*Exercise directions*. Every record must be repeated exactly, with no omission.

--- Records to process Enclosed Below ---

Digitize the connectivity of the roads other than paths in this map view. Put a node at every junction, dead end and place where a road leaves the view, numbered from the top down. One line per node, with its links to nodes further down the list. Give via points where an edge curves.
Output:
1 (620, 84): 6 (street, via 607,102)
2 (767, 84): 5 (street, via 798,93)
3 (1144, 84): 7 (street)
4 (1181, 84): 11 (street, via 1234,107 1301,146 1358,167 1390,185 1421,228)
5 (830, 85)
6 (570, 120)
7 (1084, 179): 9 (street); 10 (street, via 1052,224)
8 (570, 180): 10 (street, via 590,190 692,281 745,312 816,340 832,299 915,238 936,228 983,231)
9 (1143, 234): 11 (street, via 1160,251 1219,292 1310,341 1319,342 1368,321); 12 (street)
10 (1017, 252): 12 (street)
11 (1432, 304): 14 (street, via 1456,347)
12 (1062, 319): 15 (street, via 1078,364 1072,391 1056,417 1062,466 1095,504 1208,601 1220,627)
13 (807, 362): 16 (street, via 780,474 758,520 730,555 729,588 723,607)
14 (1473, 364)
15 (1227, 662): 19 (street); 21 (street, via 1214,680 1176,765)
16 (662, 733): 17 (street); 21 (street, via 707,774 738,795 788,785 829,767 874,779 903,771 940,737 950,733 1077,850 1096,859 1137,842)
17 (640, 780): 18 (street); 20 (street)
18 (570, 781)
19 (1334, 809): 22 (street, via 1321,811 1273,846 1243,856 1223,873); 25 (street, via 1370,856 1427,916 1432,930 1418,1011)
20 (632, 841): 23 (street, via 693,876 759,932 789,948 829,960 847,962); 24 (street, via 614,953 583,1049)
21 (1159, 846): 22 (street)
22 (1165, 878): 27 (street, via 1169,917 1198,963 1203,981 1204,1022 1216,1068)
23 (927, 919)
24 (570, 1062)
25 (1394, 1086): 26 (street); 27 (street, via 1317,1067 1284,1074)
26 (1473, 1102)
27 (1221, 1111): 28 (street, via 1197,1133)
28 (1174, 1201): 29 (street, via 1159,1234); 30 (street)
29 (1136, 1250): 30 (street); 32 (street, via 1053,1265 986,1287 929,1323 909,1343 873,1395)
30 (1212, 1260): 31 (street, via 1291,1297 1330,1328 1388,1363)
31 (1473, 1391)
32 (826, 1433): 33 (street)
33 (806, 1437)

--- End of Enclosed Records to process ---

*Written reply*.
Digitize the connectivity of the roads other than paths in this map view. Put a node at every junction, dead end and place where a road leaves the view, numbered from the top down. One line per node, with its links to nodes further down the list. Give via points where an edge curves.
Output:
1 (620, 84): 6 (street, via 607,102)
2 (767, 84): 5 (street, via 798,93)
3 (1144, 84): 7 (street)
4 (1181, 84): 11 (street, via 1234,107 1301,146 1358,167 1390,185 1421,228)
5 (830, 85)
6 (570, 120)
7 (1084, 179): 9 (street); 10 (street, via 1052,224)
8 (570, 180): 10 (street, via 590,190 692,281 745,312 816,340 832,299 915,238 936,228 983,231)
9 (1143, 234): 11 (street, via 1160,251 1219,292 1310,341 1319,342 1368,321); 12 (street)
10 (1017, 252): 12 (street)
11 (1432, 304): 14 (street, via 1456,347)
12 (1062, 319): 15 (street, via 1078,364 1072,391 1056,417 1062,466 1095,504 1208,601 1220,627)
13 (807, 362): 16 (street, via 780,474 758,520 730,555 729,588 723,607)
14 (1473, 364)
15 (1227, 662): 19 (street); 21 (street, via 1214,680 1176,765)
16 (662, 733): 17 (street); 21 (street, via 707,774 738,795 788,785 829,767 874,779 903,771 940,737 950,733 1077,850 1096,859 1137,842)
17 (640, 780): 18 (street); 20 (street)
18 (570, 781)
19 (1334, 809): 22 (street, via 1321,811 1273,846 1243,856 1223,873); 25 (street, via 1370,856 1427,916 1432,930 1418,1011)
20 (632, 841): 23 (street, via 693,876 759,932 789,948 829,960 847,962); 24 (street, via 614,953 583,1049)
21 (1159, 846): 22 (street)
22 (1165, 878): 27 (street, via 1169,917 1198,963 1203,981 1204,1022 1216,1068)
23 (927, 919)
24 (570, 1062)
25 (1394, 1086): 26 (street); 27 (street, via 1317,1067 1284,1074)
26 (1473, 1102)
27 (1221, 1111): 28 (street, via 1197,1133)
28 (1174, 1201): 29 (street, via 1159,1234); 30 (street)
29 (1136, 1250): 30 (street); 32 (street, via 1053,1265 986,1287 929,1323 909,1343 873,1395)
30 (1212, 1260): 31 (street, via 1291,1297 1330,1328 1388,1363)
31 (1473, 1391)
32 (826, 1433): 33 (street)
33 (806, 1437)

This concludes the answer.